In the entries below, every line that contains "buttons" must be located and copied.

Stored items
■ ■ ■

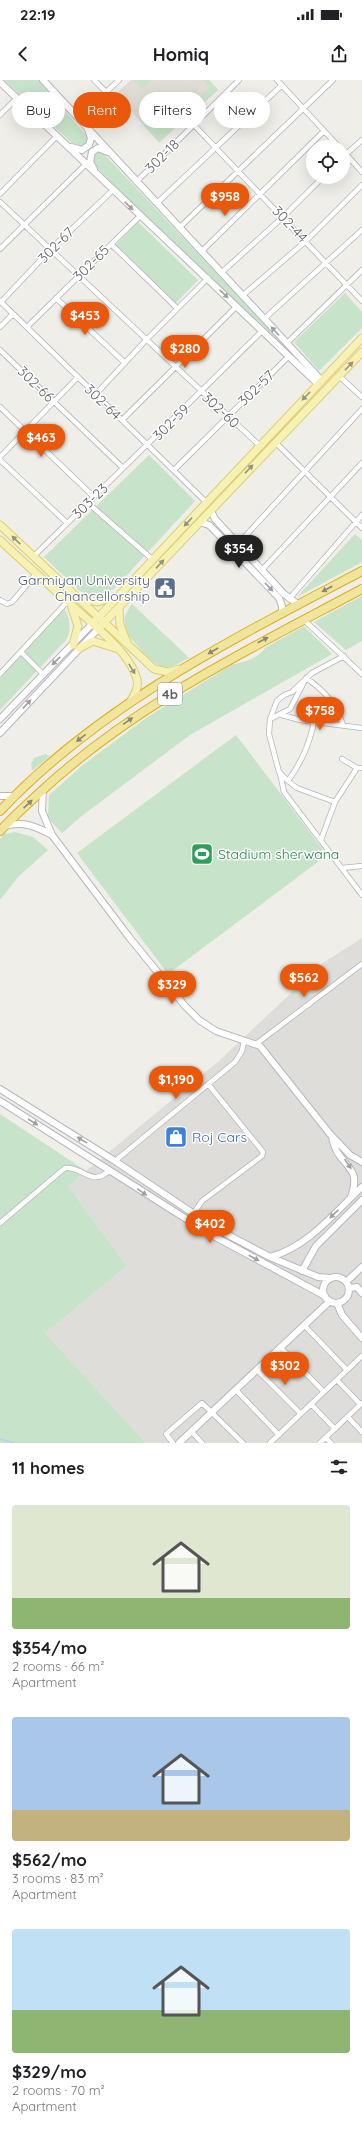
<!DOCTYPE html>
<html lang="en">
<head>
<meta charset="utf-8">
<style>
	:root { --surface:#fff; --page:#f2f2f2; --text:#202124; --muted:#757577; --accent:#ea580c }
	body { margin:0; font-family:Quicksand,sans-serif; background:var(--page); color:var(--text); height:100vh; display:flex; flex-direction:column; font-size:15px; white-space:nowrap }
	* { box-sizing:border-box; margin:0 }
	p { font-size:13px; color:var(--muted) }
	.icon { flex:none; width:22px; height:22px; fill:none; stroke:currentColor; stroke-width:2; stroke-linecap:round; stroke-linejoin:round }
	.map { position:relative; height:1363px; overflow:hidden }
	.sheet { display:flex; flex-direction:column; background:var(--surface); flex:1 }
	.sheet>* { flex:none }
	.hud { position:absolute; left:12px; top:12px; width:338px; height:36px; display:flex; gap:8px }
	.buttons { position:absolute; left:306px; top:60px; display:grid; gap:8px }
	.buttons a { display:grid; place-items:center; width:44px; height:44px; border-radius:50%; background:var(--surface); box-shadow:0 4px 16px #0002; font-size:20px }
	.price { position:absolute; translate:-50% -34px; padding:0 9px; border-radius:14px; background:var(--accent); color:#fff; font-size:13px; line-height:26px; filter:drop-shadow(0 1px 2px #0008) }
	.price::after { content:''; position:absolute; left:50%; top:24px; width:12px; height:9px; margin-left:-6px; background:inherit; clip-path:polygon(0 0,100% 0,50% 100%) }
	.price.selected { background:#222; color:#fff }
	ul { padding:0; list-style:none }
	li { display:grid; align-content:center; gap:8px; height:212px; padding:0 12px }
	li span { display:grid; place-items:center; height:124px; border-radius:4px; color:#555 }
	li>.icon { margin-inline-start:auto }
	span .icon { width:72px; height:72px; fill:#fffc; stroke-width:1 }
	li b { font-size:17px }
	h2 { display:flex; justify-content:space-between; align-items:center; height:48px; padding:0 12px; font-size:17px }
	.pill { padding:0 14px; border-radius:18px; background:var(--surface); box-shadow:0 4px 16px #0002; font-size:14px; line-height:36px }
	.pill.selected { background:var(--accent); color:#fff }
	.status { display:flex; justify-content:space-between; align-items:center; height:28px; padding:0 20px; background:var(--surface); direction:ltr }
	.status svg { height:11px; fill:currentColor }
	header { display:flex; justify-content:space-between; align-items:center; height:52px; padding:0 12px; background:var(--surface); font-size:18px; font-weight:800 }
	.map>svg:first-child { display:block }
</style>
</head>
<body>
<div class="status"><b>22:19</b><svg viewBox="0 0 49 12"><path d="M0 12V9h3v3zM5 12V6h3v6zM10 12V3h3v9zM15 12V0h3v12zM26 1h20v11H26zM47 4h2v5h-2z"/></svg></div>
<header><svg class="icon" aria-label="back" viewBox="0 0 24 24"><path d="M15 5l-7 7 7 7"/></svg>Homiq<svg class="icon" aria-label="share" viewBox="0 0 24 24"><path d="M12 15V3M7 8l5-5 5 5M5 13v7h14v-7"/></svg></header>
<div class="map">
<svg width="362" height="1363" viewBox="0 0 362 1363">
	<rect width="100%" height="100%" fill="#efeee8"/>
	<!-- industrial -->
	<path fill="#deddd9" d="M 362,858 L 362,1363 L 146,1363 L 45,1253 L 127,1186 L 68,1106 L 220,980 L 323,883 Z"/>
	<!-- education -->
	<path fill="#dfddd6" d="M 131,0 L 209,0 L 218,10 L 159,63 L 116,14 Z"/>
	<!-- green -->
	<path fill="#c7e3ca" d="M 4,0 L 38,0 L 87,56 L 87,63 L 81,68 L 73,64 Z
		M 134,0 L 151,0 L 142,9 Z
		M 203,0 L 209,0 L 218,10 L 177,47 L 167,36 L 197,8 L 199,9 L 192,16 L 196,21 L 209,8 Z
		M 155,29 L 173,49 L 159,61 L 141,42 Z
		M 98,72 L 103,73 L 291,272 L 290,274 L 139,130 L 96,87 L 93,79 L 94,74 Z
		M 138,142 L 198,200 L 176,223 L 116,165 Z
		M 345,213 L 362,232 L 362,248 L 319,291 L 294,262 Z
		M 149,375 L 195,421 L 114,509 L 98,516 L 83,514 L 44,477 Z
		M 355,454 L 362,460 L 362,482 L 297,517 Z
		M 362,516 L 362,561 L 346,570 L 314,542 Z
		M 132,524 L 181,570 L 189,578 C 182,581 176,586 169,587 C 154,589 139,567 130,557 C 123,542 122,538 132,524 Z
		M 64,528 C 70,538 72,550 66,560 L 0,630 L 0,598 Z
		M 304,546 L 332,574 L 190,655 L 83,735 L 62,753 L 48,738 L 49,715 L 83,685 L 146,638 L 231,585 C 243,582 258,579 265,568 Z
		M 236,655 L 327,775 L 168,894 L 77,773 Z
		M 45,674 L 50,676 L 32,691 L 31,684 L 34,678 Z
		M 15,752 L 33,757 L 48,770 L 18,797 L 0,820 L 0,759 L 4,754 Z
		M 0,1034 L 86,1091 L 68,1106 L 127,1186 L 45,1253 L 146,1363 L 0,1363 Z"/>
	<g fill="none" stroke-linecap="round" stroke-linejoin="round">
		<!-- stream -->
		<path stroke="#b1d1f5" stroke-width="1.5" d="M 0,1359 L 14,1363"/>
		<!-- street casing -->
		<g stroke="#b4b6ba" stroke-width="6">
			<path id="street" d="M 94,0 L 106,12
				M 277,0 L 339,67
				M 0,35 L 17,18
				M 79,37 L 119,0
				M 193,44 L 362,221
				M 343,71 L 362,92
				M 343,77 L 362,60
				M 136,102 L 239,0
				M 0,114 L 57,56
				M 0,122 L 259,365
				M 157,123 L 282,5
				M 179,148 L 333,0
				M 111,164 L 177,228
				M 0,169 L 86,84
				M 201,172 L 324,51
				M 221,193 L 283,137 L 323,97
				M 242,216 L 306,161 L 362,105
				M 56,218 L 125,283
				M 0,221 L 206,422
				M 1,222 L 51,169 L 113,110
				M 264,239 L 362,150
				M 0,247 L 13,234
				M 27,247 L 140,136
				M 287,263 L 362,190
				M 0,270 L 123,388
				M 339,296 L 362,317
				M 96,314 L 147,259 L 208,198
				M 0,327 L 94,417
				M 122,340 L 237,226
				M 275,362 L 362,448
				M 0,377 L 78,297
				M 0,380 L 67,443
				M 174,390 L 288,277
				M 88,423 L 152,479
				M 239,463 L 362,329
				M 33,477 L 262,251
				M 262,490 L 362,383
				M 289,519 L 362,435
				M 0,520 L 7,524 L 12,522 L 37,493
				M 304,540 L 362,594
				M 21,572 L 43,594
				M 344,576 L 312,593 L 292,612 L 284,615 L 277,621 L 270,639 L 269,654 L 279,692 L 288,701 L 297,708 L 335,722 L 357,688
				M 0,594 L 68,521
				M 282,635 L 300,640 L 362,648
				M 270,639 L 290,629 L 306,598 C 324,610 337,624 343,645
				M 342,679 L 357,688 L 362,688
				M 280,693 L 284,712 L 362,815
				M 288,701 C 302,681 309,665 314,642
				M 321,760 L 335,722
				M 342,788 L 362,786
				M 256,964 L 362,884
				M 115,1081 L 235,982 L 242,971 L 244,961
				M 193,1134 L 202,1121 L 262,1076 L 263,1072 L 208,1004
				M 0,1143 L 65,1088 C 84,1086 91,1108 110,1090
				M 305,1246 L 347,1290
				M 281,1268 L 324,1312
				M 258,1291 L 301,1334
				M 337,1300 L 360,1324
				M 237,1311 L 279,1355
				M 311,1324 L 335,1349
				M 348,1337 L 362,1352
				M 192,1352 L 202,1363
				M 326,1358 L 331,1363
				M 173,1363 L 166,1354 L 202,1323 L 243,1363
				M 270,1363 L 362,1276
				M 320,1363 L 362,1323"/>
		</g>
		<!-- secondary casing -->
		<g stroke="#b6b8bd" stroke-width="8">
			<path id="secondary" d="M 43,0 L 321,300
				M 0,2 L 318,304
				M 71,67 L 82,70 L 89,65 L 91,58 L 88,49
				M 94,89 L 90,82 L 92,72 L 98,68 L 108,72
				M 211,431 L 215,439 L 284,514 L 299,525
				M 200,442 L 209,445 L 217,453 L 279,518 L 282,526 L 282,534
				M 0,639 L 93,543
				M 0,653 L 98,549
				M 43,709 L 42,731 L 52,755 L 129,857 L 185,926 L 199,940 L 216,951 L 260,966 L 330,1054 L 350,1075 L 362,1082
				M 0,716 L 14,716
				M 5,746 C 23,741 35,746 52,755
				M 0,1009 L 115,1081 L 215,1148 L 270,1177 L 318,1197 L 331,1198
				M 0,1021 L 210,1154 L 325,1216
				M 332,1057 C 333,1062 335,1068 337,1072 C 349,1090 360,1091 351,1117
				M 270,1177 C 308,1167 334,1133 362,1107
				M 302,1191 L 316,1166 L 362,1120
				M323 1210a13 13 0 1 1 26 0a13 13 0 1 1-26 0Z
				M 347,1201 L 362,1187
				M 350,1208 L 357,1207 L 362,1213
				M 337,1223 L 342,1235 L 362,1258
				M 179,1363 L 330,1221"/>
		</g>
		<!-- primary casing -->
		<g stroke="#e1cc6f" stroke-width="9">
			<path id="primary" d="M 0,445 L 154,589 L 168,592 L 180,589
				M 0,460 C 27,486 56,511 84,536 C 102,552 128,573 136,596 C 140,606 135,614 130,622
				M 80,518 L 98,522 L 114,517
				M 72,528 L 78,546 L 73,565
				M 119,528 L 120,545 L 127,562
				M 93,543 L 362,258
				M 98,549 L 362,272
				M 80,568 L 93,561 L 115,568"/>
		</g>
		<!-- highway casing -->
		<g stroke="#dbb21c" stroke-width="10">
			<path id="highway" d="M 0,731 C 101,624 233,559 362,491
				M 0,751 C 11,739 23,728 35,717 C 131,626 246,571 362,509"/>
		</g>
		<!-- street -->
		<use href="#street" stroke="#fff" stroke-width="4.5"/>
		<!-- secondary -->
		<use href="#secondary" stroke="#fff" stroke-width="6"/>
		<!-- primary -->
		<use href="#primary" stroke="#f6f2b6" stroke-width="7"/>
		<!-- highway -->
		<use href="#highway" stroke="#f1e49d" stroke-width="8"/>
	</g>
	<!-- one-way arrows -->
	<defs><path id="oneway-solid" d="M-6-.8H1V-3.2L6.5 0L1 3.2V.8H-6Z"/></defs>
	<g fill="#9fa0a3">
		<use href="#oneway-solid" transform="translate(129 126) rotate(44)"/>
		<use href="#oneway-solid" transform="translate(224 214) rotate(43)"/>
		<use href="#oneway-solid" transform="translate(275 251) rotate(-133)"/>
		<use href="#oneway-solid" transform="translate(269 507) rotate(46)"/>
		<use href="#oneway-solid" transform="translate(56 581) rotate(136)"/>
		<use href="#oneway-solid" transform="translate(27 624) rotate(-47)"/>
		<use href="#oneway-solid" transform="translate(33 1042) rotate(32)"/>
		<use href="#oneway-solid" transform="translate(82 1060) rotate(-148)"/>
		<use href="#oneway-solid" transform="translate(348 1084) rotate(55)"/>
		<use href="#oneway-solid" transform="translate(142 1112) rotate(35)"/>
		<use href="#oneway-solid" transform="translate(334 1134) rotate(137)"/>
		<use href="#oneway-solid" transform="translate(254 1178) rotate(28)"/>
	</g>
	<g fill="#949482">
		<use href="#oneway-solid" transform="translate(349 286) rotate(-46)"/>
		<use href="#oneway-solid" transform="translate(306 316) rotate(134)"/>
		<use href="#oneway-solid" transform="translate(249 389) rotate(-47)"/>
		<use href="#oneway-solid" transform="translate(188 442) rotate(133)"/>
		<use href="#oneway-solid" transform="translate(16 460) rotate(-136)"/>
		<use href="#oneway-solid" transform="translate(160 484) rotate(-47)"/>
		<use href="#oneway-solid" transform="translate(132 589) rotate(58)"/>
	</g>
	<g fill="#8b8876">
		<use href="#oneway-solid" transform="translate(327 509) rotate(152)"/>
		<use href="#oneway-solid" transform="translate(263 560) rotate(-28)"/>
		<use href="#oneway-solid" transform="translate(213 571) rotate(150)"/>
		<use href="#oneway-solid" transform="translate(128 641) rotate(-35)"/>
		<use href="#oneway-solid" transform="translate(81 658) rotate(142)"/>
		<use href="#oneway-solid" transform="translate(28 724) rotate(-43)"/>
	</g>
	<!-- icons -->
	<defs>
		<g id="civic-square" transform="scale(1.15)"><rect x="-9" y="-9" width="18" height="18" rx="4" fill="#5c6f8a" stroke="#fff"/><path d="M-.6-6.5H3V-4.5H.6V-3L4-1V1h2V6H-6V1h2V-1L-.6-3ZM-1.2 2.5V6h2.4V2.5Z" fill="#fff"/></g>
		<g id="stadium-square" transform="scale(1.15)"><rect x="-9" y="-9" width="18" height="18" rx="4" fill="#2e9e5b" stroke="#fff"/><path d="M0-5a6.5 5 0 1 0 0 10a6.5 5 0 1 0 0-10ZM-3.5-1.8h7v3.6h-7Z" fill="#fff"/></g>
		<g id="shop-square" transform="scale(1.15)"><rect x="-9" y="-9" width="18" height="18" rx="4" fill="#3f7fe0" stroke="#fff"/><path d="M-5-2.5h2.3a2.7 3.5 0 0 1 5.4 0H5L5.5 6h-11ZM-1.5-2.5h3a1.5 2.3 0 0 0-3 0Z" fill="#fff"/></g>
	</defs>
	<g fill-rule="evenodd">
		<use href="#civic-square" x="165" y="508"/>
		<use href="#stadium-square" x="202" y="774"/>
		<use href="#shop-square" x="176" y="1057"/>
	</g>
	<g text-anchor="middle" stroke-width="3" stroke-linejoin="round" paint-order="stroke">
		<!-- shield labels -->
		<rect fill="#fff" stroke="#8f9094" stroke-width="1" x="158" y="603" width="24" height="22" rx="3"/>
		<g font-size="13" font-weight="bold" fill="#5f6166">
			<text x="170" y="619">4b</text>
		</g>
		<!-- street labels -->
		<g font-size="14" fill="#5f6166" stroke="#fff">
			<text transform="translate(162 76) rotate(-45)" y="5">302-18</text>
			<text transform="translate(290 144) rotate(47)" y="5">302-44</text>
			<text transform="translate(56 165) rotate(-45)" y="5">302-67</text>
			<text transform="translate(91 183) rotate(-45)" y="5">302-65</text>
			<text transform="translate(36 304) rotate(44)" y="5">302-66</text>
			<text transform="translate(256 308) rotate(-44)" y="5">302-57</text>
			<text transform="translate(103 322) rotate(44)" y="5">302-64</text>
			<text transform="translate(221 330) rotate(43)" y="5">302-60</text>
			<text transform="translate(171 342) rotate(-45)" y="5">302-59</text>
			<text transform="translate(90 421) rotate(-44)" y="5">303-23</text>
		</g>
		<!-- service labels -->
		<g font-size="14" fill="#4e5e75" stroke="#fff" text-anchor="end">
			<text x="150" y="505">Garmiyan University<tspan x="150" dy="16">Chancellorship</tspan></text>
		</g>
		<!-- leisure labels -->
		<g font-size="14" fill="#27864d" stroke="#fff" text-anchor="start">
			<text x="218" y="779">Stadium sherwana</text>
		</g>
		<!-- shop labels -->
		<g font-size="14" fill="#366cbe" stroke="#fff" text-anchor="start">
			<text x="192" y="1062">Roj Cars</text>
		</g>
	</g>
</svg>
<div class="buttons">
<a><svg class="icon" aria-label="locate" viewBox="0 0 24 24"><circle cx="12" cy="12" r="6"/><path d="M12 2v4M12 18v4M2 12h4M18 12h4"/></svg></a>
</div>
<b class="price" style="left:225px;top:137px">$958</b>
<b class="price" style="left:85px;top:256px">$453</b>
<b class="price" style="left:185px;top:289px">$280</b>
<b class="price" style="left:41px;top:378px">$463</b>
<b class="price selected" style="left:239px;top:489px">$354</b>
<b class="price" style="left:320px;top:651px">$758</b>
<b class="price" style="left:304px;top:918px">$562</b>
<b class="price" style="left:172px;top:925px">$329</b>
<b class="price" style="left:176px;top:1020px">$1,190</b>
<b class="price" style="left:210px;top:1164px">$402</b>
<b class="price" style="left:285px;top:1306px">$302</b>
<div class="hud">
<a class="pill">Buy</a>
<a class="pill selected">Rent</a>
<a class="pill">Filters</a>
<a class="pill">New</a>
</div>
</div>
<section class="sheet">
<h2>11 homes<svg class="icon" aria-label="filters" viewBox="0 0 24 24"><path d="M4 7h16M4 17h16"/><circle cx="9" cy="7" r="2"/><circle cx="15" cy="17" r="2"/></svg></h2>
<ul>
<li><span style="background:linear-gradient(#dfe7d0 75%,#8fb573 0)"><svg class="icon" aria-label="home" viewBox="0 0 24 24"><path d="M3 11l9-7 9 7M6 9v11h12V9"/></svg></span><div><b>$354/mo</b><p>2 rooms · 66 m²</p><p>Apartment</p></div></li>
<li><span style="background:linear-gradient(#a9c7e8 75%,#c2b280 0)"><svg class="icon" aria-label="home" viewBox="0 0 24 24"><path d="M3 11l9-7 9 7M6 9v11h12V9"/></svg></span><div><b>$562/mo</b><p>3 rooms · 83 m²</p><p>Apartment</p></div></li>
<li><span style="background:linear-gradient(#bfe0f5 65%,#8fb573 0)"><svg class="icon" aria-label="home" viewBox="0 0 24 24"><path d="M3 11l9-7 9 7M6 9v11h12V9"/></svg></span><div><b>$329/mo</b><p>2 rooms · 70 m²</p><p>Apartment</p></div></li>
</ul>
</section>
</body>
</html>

■ ■ ■

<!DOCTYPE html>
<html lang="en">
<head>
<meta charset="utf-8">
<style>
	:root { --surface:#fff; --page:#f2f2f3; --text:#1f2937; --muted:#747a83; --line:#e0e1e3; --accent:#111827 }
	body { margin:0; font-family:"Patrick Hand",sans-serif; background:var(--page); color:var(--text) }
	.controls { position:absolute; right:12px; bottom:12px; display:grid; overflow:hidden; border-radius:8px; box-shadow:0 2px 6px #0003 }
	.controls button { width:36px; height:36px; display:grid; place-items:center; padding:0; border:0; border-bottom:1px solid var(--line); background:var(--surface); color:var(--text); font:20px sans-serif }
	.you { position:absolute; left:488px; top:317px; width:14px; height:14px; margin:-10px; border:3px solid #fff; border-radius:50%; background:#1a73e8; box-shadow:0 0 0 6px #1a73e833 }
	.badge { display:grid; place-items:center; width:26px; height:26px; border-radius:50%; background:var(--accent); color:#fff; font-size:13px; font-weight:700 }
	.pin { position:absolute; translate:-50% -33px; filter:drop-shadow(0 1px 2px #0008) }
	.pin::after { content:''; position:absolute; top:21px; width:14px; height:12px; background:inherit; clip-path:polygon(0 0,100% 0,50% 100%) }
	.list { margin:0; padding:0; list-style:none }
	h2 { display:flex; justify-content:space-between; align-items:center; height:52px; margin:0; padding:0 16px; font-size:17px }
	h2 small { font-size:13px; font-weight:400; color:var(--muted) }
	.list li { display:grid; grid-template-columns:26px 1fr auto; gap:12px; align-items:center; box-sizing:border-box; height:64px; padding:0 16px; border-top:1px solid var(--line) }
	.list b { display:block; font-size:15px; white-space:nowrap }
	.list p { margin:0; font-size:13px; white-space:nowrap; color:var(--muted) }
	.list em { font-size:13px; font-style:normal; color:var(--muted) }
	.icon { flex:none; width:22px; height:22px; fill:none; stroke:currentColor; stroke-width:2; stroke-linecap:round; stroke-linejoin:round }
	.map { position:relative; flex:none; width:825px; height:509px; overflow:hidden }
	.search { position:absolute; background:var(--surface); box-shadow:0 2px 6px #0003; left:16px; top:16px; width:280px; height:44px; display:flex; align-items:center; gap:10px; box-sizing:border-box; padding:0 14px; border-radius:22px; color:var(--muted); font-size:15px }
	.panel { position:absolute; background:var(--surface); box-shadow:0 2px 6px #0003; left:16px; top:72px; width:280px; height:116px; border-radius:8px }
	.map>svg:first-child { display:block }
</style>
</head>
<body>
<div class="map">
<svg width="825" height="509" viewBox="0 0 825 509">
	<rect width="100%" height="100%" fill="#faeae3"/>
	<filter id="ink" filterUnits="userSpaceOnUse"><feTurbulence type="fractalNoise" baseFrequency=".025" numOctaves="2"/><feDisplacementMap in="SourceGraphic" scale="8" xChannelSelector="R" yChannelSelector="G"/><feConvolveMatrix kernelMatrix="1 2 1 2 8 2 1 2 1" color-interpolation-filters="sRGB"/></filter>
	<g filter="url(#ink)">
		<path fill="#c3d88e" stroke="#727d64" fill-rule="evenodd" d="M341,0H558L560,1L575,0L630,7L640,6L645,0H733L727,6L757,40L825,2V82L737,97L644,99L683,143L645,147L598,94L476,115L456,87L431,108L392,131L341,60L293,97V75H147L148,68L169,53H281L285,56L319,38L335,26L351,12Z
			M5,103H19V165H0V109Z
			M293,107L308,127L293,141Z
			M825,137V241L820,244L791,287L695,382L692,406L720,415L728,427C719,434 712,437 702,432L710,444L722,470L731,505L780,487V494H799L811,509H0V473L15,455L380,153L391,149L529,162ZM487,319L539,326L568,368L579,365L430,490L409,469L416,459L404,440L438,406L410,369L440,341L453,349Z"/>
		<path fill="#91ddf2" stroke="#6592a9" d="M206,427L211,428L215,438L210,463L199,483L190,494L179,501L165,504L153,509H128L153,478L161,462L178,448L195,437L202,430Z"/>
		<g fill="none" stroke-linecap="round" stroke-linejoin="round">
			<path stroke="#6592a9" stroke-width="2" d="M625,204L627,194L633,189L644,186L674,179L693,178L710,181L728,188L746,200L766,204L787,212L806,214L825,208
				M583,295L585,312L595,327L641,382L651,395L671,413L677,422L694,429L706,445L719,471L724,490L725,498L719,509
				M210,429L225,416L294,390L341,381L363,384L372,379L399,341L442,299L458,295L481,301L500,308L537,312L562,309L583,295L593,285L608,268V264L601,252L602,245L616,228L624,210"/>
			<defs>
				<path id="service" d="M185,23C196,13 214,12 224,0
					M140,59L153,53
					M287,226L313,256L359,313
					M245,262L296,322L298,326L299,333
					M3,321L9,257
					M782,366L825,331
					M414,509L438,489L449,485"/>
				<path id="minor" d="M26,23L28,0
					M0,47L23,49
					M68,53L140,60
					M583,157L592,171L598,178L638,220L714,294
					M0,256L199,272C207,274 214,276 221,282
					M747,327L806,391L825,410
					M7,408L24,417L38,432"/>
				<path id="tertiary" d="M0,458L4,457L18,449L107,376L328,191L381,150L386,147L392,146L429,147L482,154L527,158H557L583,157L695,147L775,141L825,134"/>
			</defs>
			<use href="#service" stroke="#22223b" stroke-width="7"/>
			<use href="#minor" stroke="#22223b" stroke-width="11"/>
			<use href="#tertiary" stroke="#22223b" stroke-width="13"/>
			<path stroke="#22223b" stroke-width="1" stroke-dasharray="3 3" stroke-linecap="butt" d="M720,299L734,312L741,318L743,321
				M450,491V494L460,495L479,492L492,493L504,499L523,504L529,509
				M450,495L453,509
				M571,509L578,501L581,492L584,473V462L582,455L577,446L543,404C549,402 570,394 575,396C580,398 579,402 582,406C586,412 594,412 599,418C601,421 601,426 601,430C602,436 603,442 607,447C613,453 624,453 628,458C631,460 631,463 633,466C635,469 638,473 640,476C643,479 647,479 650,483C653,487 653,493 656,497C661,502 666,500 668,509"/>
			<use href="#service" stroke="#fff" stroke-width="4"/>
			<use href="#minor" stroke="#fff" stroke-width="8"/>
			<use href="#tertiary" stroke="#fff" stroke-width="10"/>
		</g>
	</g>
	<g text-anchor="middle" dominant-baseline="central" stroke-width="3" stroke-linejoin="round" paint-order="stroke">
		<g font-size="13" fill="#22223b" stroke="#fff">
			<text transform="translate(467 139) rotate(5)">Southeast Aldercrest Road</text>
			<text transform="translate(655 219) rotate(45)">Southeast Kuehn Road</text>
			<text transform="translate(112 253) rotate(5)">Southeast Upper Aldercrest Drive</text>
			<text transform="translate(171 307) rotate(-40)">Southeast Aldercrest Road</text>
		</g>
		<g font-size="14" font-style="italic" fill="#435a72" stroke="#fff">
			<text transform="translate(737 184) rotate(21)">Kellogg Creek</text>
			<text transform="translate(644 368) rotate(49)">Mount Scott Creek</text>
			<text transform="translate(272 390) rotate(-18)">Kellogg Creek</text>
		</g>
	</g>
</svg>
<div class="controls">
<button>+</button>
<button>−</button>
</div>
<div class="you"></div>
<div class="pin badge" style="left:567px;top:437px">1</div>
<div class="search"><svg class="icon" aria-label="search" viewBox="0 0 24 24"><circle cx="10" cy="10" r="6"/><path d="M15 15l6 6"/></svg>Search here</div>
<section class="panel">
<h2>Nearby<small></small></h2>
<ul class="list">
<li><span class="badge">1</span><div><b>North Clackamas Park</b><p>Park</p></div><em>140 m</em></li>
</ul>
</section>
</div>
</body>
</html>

■ ■ ■

* [Exercise answer]
	.buttons { position:absolute; left:306px; top:60px; display:grid; gap:8px }
	.buttons a { display:grid; place-items:center; width:44px; height:44px; border-radius:50%; background:var(--surface); box-shadow:0 4px 16px #0002; font-size:20px }
<div class="buttons">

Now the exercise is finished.